I found my father in the galley where surprisingly he had taken to cooking. When I had showed my amazement he reproved me. ‘And, Judith, how do you think boys like me survived in Iceland? There were no la-di-da servants to cook for us. If we didn’t make our meals we starved. I learned very early to not only catch fish but how to prepare and fry them.
‘Frying fish became my speciality,’ he added, his eyes twinkling with pride. ‘It hasn’t been difficult to progress from there. Cooking is just a matter of following the rules. Any fool can do that.’
I didn’t laugh at him. It would have hurt his feelings and it was endearing to watch him pore over a cookery book, carefully following the instructions and snorting with disgust if they were not exact. ‘Such haphazardness at sea would get us all ship wrecked. What do they mean here, by half a teaspoon of spice? Or cook for an hour to an hour and a half? No teaspoon has exactly the same measurement.’ And he would go on grumbling. Then he would grin and say, ‘The greatest difficulty, Judith, has been chasing your mother out of the galley. She still doesn’t think I’m competent and keeps sneaking in on any feeble excuse to check what’s on the stove.’
Today he was making scones. He looked up as I entered. ‘You look very tired, Judith,’ he said. ‘B
een working late?’
‘Yes, Dad,’ I answered. ‘I am tired. But no, I’ve not been working late.’ I hesitated and he looked at me searchingly.

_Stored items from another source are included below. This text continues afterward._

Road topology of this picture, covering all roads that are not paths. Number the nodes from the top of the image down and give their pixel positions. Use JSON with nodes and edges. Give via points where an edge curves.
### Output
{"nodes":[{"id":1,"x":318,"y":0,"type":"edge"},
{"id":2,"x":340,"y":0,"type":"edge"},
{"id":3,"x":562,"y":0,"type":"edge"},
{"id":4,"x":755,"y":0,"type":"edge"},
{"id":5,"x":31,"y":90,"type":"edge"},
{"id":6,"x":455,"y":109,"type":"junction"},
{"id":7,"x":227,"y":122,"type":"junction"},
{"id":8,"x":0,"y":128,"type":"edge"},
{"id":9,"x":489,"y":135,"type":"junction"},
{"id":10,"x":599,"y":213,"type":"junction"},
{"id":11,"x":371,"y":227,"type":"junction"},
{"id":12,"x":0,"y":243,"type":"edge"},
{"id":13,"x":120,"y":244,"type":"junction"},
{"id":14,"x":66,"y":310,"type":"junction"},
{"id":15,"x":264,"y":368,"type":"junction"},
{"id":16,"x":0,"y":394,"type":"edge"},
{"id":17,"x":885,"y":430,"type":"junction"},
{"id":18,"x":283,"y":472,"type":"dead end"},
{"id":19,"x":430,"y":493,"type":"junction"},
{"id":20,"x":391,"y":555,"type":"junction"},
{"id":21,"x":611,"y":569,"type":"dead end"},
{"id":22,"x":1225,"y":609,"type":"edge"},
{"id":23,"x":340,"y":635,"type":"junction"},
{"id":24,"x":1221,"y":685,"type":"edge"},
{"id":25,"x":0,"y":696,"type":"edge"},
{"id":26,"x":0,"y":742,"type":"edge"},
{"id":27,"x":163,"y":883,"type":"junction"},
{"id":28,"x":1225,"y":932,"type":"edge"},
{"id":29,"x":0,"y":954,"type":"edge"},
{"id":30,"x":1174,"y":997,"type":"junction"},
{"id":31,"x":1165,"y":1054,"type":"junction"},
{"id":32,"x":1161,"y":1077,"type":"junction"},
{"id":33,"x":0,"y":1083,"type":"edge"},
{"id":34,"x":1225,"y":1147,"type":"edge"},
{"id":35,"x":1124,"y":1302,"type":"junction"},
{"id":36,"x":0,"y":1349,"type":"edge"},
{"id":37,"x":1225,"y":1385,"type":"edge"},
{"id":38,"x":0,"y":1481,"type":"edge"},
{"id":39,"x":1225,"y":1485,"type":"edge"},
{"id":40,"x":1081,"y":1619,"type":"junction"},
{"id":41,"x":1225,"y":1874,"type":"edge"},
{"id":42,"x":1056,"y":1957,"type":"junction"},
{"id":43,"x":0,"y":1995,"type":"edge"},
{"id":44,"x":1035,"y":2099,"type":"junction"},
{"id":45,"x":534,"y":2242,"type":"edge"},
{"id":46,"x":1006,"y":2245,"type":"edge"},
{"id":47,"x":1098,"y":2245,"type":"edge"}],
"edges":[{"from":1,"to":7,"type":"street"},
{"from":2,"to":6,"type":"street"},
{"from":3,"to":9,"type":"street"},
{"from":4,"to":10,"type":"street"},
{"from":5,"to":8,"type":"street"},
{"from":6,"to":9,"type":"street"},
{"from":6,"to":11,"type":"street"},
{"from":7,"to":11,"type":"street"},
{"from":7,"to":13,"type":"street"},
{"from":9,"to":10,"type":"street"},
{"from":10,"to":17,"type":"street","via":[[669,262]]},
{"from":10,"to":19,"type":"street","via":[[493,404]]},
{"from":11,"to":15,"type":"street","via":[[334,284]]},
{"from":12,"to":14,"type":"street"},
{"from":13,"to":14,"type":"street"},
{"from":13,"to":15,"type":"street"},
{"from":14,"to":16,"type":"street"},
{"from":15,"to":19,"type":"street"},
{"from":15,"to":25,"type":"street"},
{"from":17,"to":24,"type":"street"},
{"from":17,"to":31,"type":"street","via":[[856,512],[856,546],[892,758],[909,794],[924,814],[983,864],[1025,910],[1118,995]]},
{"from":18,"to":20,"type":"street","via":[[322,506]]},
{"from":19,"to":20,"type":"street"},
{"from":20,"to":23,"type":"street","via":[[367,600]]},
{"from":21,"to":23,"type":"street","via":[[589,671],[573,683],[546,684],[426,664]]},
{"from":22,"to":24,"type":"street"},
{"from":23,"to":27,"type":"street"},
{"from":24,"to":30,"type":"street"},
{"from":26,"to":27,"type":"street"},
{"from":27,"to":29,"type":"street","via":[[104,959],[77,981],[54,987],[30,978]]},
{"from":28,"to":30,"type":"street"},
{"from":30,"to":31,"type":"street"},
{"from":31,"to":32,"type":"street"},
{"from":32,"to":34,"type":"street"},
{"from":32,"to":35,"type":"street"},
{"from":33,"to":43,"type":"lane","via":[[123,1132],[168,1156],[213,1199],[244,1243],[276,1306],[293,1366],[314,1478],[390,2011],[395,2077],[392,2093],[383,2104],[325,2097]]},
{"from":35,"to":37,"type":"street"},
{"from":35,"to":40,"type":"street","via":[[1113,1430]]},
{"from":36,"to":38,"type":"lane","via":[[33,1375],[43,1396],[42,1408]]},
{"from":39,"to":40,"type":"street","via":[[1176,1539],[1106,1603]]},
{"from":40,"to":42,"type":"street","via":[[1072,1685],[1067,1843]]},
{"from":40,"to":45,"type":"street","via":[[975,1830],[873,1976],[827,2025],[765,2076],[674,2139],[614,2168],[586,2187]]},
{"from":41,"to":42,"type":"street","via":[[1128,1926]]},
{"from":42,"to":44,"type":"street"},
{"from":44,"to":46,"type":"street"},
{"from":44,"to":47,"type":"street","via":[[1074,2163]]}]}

‘Something troubling you, girlie?’
‘Yes, Dad. Something serious. And I don’t know how to tell Mum—or even if I ought to. But if I don’t someone else will.’
He was quick. ‘It’s Harry?’
‘Yes.’
‘Very serious?’
‘I think it may be.’
‘He’s not hurt?’
‘I don’t know. And you may as well ask, Dad, and not pussyfoot around. He’s not dead, as far as we know.’
‘As far as you know? What do you know? Sit down. Far better you tell me first. Your mother is having a nap. We can decide what and how much to tell her between us.’
He poured me a strong cup of tea from the pot, which now always rested on the side of the stove. The tea, which brewed there all day, was a dark bitter tannin, but it represented to me a happier change in our circumstances. I could never stomach weak tea and shuddered to remember those desperate poverty-stricken years when my mother dried the used tea-leaves and re-used them until the tea became no more than a pale wash. We still needed to be frugal but my father now managed to find occasional work on the river. I gratefully sipped my tea and told him.
‘And this Nathan bastard left him in Spain?’
‘Yes.’
‘Because he didn’t return at the exact time decided on?’
‘Apparently.’
‘What sort of no-good idiot bastard does that?’
‘Nathan, it seems.’
‘And wasn’t there anyone else in Spain to stop him?’
‘I don’t know, Dad. All Nathan’s mates, if you could call them that—colleagues, acquaintances—were communists. If Harry went off with someone reputed to be an anarchist …’ I looked at my father hopelessly.
He exploded. ‘Bloody reckless fool. Hasn’t he any political nous? What fool tinkers with political factions in a country like Spain?’
‘Dad,’ I said wearily, ‘don’t go on about Harry. It doesn’t help. Don’t you think I, too, have cursed his foolishness?’